Prinsip 7 Budaya Organisasi: Jangan takut gagal. Kunci digitalisasi adalah siklus PDCA yang mencakup pencarian pengalaman pengguna yang luar biasa (kenyamanan), pengembangan yang cepat, dan pemanfaatan data. Kegagalan kecil harus diharapkan untuk perbaikan berkelanjutan dalam pengembangan dan penggunaan. Kita harus menerima kegagalan sebagai benih evolusi, dan masyarakat secara keseluruhan, termasuk media dan pengguna itu sendiri, harus menerimanya juga.

Prinsip 8 Kepegawaian: Kebijakan pintu putar. Karena tren digitalisasi global dipelopori oleh sektor swasta, staf harus direkrut secara aktif dari sektor tersebut. Ini berarti bahwa gaji untuk semua staf, termasuk birokrat, perlu ditetapkan di tingkat sektor swasta untuk memastikan staf terbaik dapat direkrut. Pintu putar harus bergerak cepat untuk mencegah kolusi yang tidak semestinya antara sektor publik dan swasta. Keterlibatan sektor swasta harus dipromosikan secara aktif dalam pembangunan front end.

Melatih Staf Jepang untuk Pengembangan Back End

TAKENAKA Saat ini, sistem komputer sektor publik berbeda untuk setiap kementerian dan badan publik lokal. Apakah benar-benar mungkin untuk mengganti semua itu dengan sistem terpadu?

KAWABE Lebih baik mengganti infrastruktur layanan dengan platform bersama sehingga sektor publik dapat beroperasi sebagai satu kesatuan. Di masa depan, akan diperlukan untuk mengaitkan sistem data secara longgar — menghubungkannya tanpa mengganggu kebebasannya — yang saat ini hanya bekerja pada komputer individual.

Karena lembaga digital adalah badan pemerintah, sistem apa pun yang digunakannya harus melewati kondisi keamanan dan keuangan tertentu. Dengan meningkatnya pengembangan solusi berbasis cloud asing, jumlah insinyur Jepang yang dapat membuat sistem back-end semakin berkurang. Saya merasa kita mendekati titik di mana kita mungkin tidak dapat melakukan ini dengan staf Jepang sendirian dalam sepuluh tahun, jadi ini sebenarnya waktu yang tepat.

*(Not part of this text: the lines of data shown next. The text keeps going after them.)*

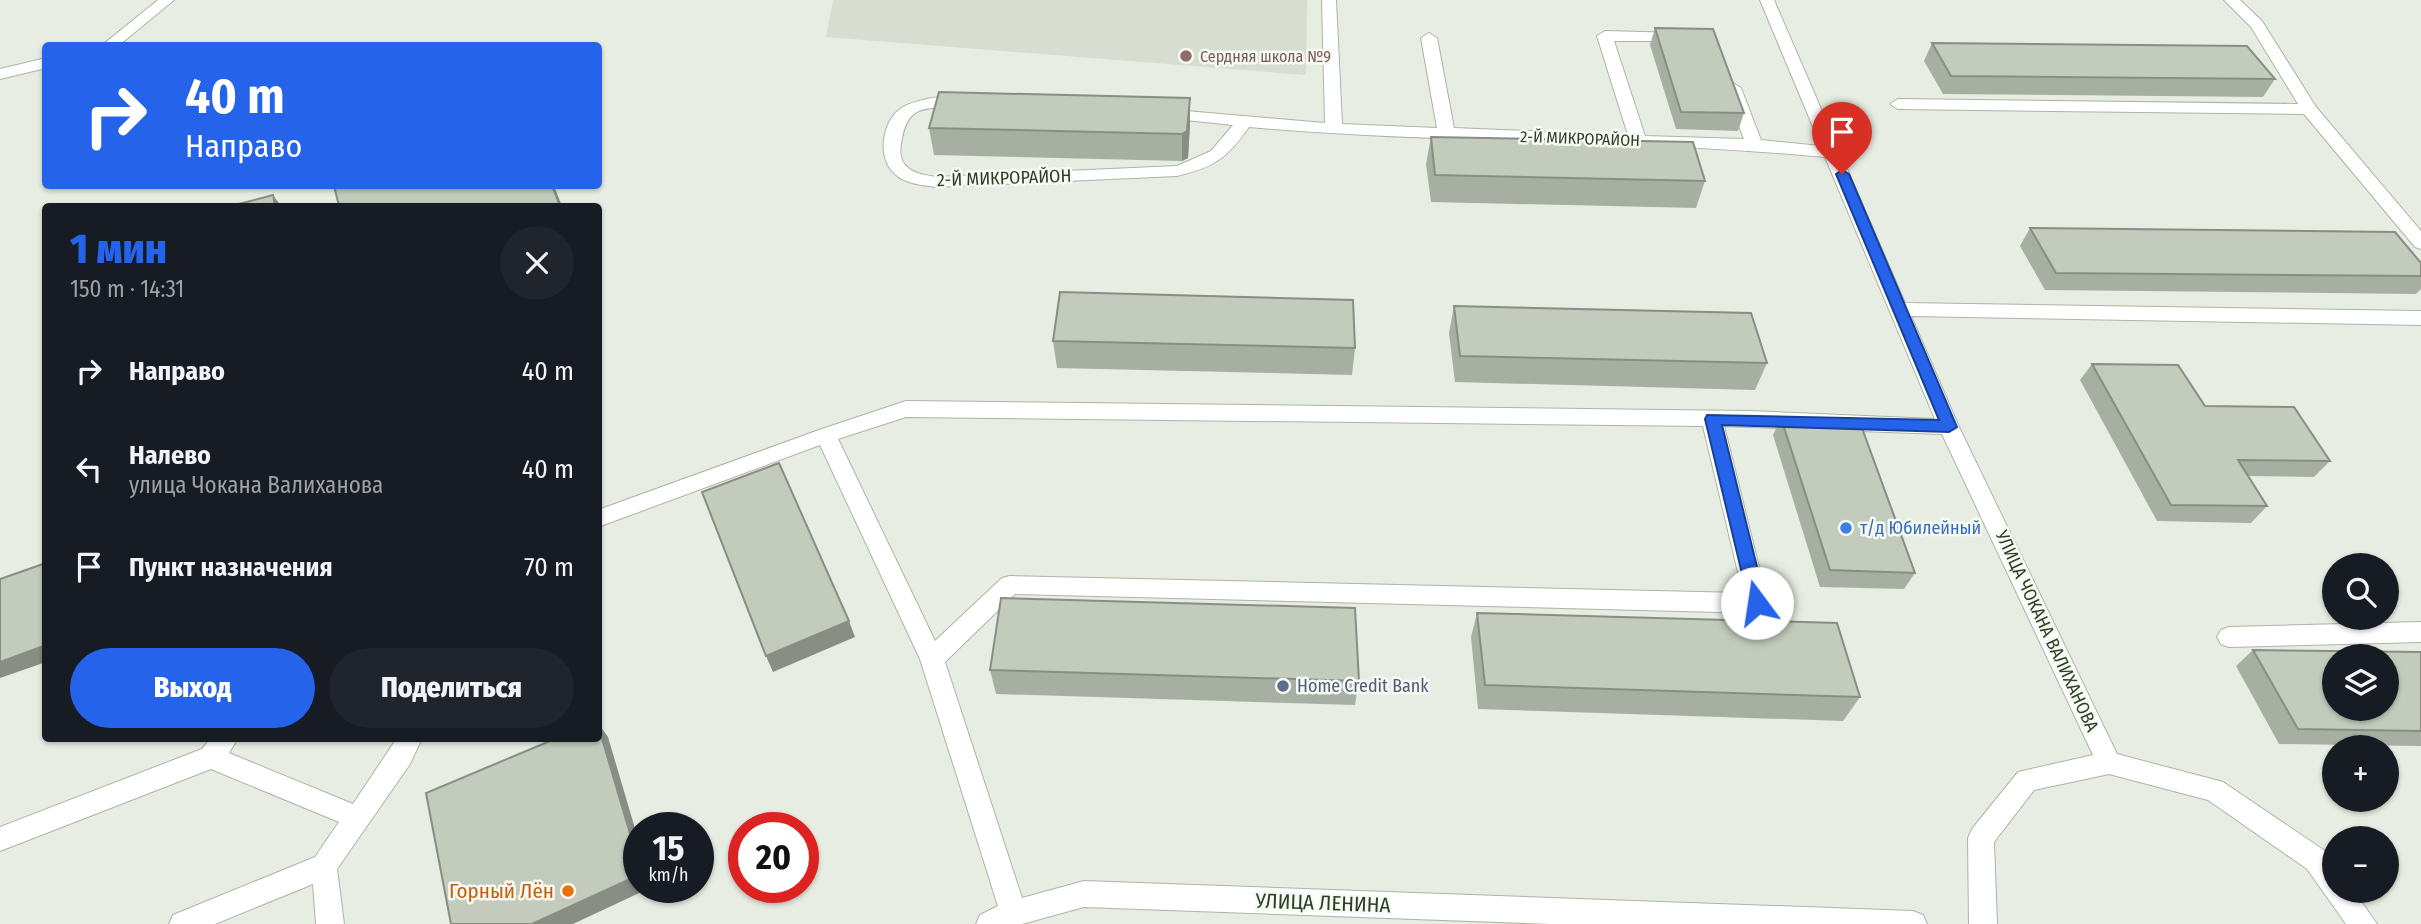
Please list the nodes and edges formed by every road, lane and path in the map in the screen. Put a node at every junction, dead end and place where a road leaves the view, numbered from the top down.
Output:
1 (167, 0) edge
2 (1329, 0) edge
3 (1767, 0) edge
4 (2231, 0) edge
5 (1429, 38) dead end
6 (1702, 39) edge
7 (113, 42) edge
8 (42, 64) edge
9 (0, 74) edge
10 (1729, 75) edge
11 (986, 100) edge
12 (1898, 104) dead end
13 (2309, 109) junction
14 (1147, 113) edge
15 (1244, 122) junction
16 (1334, 129) junction
17 (1446, 133) junction
18 (1638, 140) junction
19 (1754, 145) junction
20 (1832, 152) junction
21 (2421, 243) edge
22 (1900, 309) junction
23 (2421, 318) edge
24 (1712, 419) junction
25 (1949, 427) junction
26 (826, 435) junction
27 (602, 518) edge
28 (2421, 632) edge
29 (2229, 637) dead end
30 (932, 659) junction
31 (408, 742) edge
32 (218, 748) edge
33 (2109, 762) junction
34 (358, 818) junction
35 (0, 839) edge
36 (324, 866) junction
37 (2322, 869) edge
38 (2348, 903) edge
39 (1002, 919) edge
40 (183, 924) edge
41 (330, 924) edge
42 (1913, 924) edge
43 (1983, 924) edge
44 (2363, 924) edge

1 - 7 street
2 - 16 street
3 - 20 street, УЛИЦА ЧОКАНА ВАЛИХАНОВА
4 - 13 street
5 - 17 street
6 - 18 street
8 - 9 street
10 - 19 street
11 - 15 street, 2-Й МИКРОРАЙОН
12 - 13 street
13 - 21 street
14 - 15 street, 2-Й МИКРОРАЙОН
15 - 16 street, 2-Й МИКРОРАЙОН
16 - 17 street, 2-Й МИКРОРАЙОН
17 - 18 street, 2-Й МИКРОРАЙОН
18 - 19 street, 2-Й МИКРОРАЙОН
19 - 20 street, 2-Й МИКРОРАЙОН
20 - 22 street, УЛИЦА ЧОКАНА ВАЛИХАНОВА
22 - 23 street
22 - 25 street, УЛИЦА ЧОКАНА ВАЛИХАНОВА
24 - 25 street
24 - 26 street
24 - 30 street
25 - 33 street, УЛИЦА ЧОКАНА ВАЛИХАНОВА
26 - 27 street
26 - 30 street
28 - 29 street
30 - 39 street
31 - 34 street
32 - 34 street
32 - 35 street
33 - 37 street
33 - 43 street
34 - 36 street
36 - 40 street
36 - 41 street
38 - 44 street
39 - 42 street, УЛИЦА ЛЕНИНА

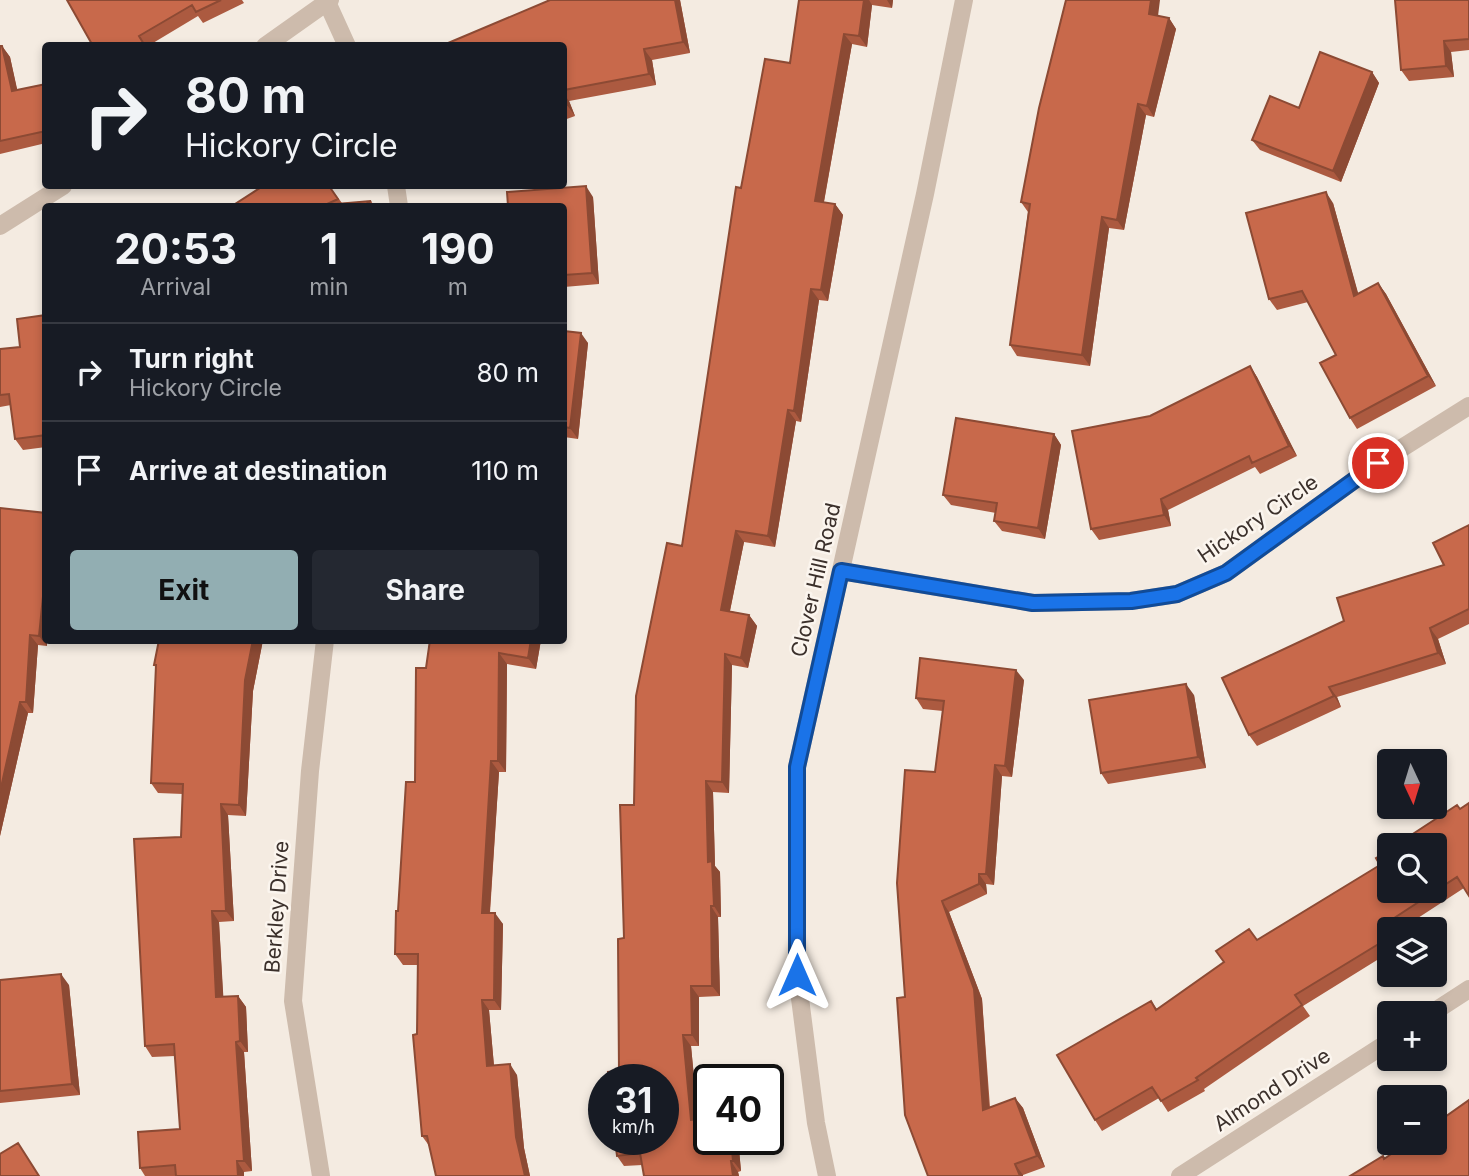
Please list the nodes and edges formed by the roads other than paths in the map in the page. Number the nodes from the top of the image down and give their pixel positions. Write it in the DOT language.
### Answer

Yahoo Jepang sedang menyusun sistem cloudnya sendiri sekarang, dan kami menemukan semakin sedikit staf Jepang yang dapat melakukan pekerjaan itu. Saya pikir pemerintah pusat harus mengatasi masalah ini seiring dengan kebijakan digitalnya.

Pemerintah Pergi ke Tempat Yang Membutuhkan

KAWABE Jadi, bagaimana tepatnya kita menerapkan kopling longgar di mana data yang pada dasarnya hanya berfungsi di beberapa komputer berguna secara online? Misalnya, sepertinya akan sangat nyaman untuk menerbitkan salinan jūminhyō, sertifikat pendaftaran warga, online. Namun, itu bukan hal yang Anda dapatkan hanya karena Anda menginginkannya. Mereka dikeluarkan di acara tertentu, seperti pindah, dan diperlukan untuk prosedur tertentu.

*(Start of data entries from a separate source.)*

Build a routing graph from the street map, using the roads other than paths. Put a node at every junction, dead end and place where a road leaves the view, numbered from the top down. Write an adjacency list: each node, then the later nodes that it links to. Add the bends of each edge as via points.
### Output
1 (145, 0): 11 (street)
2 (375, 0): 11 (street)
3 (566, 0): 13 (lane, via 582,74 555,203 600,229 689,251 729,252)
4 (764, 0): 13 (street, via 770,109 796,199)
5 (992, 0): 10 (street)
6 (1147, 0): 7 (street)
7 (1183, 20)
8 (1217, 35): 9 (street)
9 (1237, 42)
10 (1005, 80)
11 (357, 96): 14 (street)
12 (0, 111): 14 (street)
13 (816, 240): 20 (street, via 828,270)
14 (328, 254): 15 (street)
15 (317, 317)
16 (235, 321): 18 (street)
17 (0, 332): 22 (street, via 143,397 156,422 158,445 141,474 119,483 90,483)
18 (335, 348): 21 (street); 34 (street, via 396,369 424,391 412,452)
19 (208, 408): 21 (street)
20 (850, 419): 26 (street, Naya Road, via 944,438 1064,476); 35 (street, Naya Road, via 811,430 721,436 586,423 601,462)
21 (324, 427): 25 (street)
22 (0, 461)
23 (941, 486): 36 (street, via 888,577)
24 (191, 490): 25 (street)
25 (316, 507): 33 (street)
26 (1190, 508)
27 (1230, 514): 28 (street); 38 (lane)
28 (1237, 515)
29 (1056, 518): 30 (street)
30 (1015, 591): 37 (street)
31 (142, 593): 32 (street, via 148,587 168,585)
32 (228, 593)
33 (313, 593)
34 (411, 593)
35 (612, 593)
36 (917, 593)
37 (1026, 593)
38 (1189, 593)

Jika pemerintah dapat bertindak pada acara pemicuan untuk menciptakan solusi satu atap untuk keseluruhan prosedur, akan jauh lebih nyaman bagi warga. Misalnya, kota tertentu menerapkan prosedur untuk berpindah di Internet. Kemudian, agen real estat kemudian dapat menyiapkan layanan online untuk menangani prosedur relokasi pelanggan di sana sebagai cara untuk membedakan dirinya dari persaingan.

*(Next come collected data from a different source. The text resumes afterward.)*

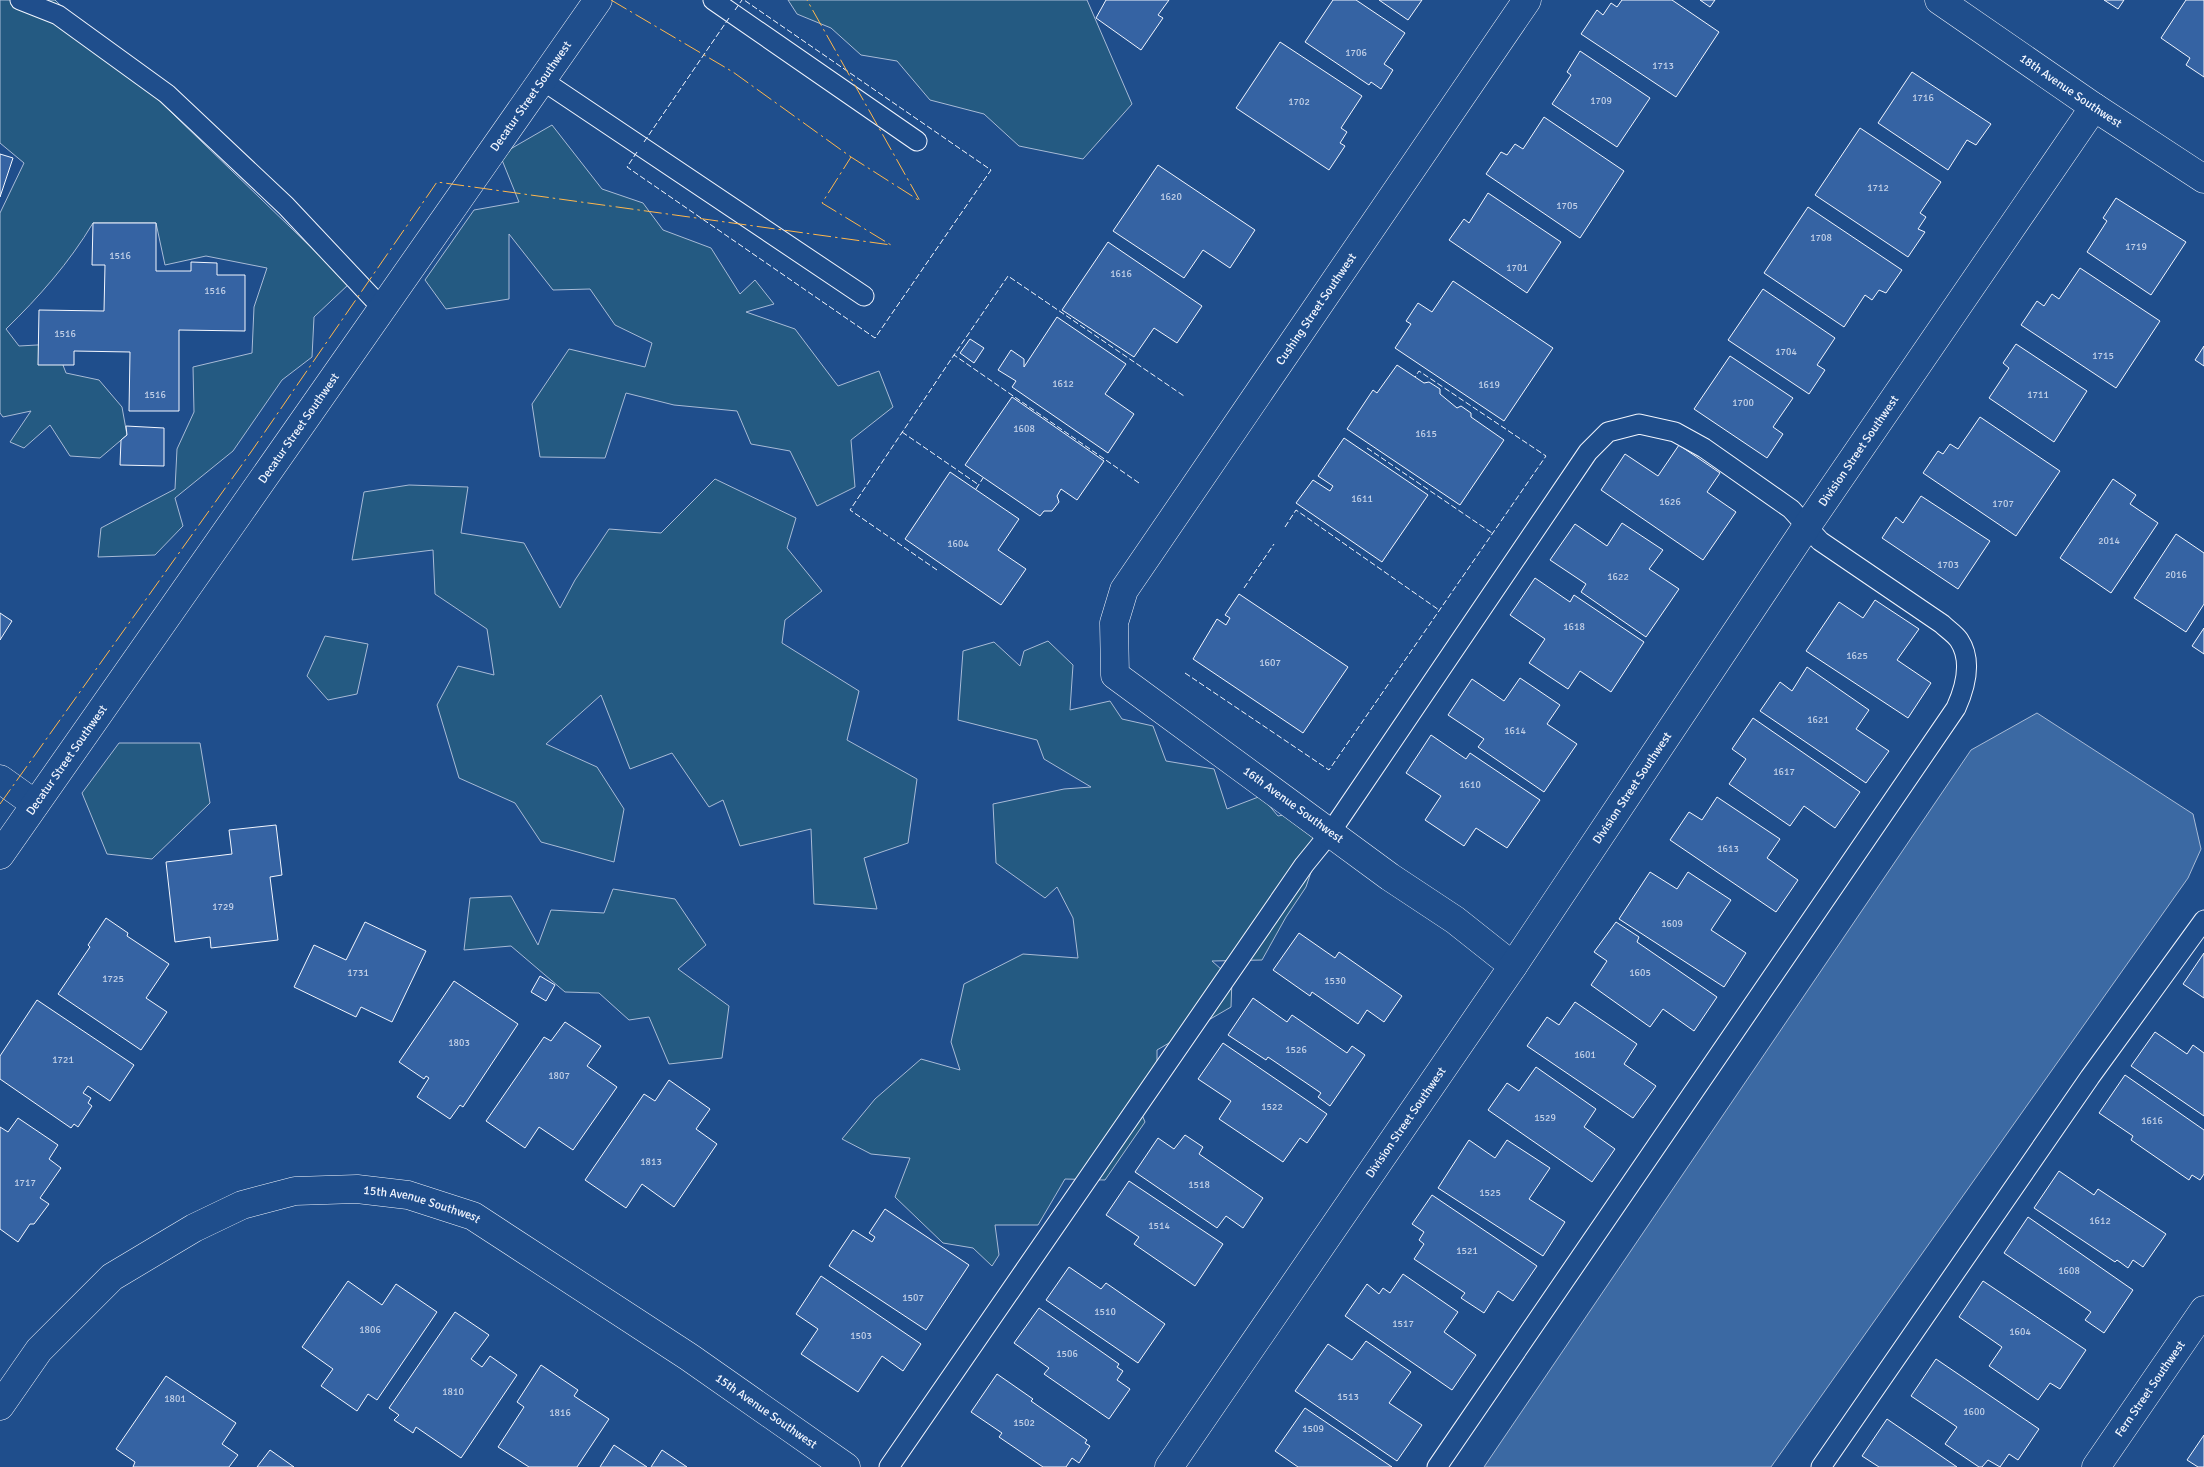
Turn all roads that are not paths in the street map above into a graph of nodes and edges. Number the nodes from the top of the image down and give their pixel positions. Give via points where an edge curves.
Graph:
1 (20, 0) edge
2 (598, 0) edge
3 (713, 0) edge
4 (1527, 0) edge
5 (1939, 0) edge
6 (542, 80) junction
7 (2094, 107) junction
8 (917, 141) dead end
9 (2204, 179) edge
10 (864, 296) dead end
11 (382, 308) junction
12 (1807, 526) junction
13 (1114, 623) joint
14 (0, 779) edge
15 (36, 804) junction
16 (1330, 833) junction
17 (0, 855) edge
18 (2204, 920) edge
19 (1512, 966) junction
20 (2204, 1310) edge
21 (0, 1406) edge
22 (846, 1467) edge
23 (889, 1467) edge
24 (1170, 1467) edge
25 (1437, 1467) edge
26 (1821, 1467) edge
27 (2096, 1467) edge

1 - 11 lane via 58,15 167,94 286,206
2 - 6 street, Decatur Street Southwest
3 - 8 lane
4 - 13 street, Cushing Street Southwest via 1124,590
5 - 7 street, 18th Avenue Southwest
6 - 10 lane
6 - 11 street, Decatur Street Southwest
7 - 9 street, 18th Avenue Southwest
7 - 12 street, Division Street Southwest
11 - 15 street, Decatur Street Southwest
12 - 16 lane via 1792,509 1704,448 1675,432 1639,424 1608,432 1588,452
12 - 19 street, Division Street Southwest
12 - 25 lane via 1820,541 1942,624 1959,640 1966,663 1965,688 1956,708
13 - 16 street, 16th Avenue Southwest via 1115,675
14 - 15 street
15 - 17 street, Decatur Street Southwest
16 - 19 street, 16th Avenue Southwest via 1455,920
16 - 23 lane via 1304,865
18 - 26 lane via 2085,1085
19 - 24 street, Division Street Southwest
20 - 27 street, Fern Street Southwest
21 - 22 street, 15th Avenue Southwest via 38,1350 112,1277 194,1228 242,1205 295,1191 358,1189 408,1195 472,1216 689,1357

(Awalnya diterbitkan dalam bahasa Jepang. Berdasarkan wawancara yang diadakan dari jarak jauh pada November 2020. Foto spanduk: CEO Z Holdings Kawabe Kentarō. © Z Holdings.)

(* 1) ^ Pada tanggal 25 Desember 2020, Kabinet menyetujui rencana reformasi dasar untuk meluncurkan badan digital pada tanggal 1 September 2021. Badan tersebut akan didirikan sebagai pusat komando untuk penciptaan masyarakat digital, dan direncanakan untuk mempekerjakan 500 orang. Itu akan berada di bawah perdana menteri dan dipimpin oleh seorang menteri digital, sebuah jabatan Kabinet baru.